Atrioventricular Valve Dysplasia in Cats
Atrioventricular valve dysplasia (AVD) is a condition in which the mitral or tricuspid valves are malformed. This condition can result in the valves not closing sufficiently to stop blood flow when it supposed to, or to blood outflow obstruction due to a narrowing of the valves. The result of the malformation will depend on the size and location of the anatomic abnormality that is present.
Valvular insufficiency causes the atrium on the same side as the affected valve (right or left) to be dilated and the ventricle to enlarge. Over time, this chronic volume overload raises atrial pressures and causes blood to build up in the lungs (if the mitral valve is malformed) or pool in the body (if the tricuspid valve is malformed). The opposite malformation, valvular stenosis, a narrowing of the valve, causes atrial dilation along with shrinkage of the ventricle on that same side.

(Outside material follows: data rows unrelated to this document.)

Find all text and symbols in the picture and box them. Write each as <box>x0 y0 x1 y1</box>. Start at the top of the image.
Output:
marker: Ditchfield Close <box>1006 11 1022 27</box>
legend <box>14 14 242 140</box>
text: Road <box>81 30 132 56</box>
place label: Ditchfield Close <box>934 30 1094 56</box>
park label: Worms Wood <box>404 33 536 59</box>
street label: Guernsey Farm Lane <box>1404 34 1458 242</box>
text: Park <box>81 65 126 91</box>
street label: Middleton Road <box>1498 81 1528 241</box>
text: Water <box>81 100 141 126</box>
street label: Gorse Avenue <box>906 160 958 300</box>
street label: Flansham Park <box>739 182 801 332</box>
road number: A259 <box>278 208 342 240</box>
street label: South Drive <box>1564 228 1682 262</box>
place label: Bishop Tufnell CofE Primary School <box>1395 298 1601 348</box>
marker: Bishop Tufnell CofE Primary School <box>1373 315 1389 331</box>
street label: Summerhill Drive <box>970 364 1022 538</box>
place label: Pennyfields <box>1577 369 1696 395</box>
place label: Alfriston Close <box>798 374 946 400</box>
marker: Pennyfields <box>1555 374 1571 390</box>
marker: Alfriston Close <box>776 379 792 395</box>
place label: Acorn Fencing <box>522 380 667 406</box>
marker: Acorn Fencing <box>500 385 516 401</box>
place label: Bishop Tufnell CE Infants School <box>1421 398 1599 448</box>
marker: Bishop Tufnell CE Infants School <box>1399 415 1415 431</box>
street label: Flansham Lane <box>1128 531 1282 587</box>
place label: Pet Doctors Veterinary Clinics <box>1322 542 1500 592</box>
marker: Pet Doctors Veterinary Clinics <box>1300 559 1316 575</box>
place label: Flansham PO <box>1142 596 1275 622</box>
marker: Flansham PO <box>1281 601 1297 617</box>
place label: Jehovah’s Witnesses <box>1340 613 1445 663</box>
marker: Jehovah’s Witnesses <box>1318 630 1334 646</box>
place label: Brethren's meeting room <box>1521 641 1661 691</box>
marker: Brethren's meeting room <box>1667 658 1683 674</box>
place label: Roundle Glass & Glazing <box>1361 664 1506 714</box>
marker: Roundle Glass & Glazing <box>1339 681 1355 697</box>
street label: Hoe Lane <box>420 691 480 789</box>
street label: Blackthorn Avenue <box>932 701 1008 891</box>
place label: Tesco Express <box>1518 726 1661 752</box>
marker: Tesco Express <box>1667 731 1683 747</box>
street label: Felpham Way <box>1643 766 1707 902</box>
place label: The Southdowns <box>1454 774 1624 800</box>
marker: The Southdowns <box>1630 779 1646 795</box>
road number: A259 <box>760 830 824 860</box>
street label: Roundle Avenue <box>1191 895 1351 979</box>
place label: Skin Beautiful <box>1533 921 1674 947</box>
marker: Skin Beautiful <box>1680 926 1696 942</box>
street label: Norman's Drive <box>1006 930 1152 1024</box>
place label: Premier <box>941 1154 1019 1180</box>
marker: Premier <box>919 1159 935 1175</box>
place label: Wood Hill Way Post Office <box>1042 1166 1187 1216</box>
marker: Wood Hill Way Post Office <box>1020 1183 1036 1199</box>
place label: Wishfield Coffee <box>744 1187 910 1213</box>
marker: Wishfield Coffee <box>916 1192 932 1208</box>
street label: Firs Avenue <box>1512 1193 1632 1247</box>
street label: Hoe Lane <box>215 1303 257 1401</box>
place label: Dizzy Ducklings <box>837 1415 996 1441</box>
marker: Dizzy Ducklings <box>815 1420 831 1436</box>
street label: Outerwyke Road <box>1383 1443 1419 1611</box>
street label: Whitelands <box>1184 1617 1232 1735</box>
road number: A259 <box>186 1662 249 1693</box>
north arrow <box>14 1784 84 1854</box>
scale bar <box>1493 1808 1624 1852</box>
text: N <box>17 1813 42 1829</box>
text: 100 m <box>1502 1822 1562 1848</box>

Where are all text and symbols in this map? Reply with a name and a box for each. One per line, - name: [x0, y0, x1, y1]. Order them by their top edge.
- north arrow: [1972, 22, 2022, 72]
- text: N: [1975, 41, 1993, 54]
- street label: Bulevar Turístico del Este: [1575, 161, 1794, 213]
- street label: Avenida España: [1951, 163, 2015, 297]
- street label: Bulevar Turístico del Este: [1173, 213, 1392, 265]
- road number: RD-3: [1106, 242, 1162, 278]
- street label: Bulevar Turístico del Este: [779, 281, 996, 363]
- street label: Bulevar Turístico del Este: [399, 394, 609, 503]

Abnormality in the mitral valve, for example, affects blood flow to the lungs because it located on the left side of the heart, while the tricuspid valve, found on the right side of the heart, affects blood flow to the rest of the body.
Mitral valve dysplasia is commonly seen in cats, particularly the Siamese breed. AVD, of either type, is perhaps the most common congenital heart defect of cats, and is also common in cats with hypertrophic cardiomyopathy (a heart disease seen in cats with a thyroid tumor). In addition, male animals are more likely to develop heart failure as a result of this condition. Congenital valvular defects are most often diagnosed in an animal’s first few years of life.
Symptoms and Types
Tricuspid valve dysplasia
- Stunted growth
- Loud breathing
- Fluid or swelling in the abdomen
Mitral valve dysplasia
- Exercise intolerance
- Trouble breathing/coughing
- Congenital (malformation present at birth)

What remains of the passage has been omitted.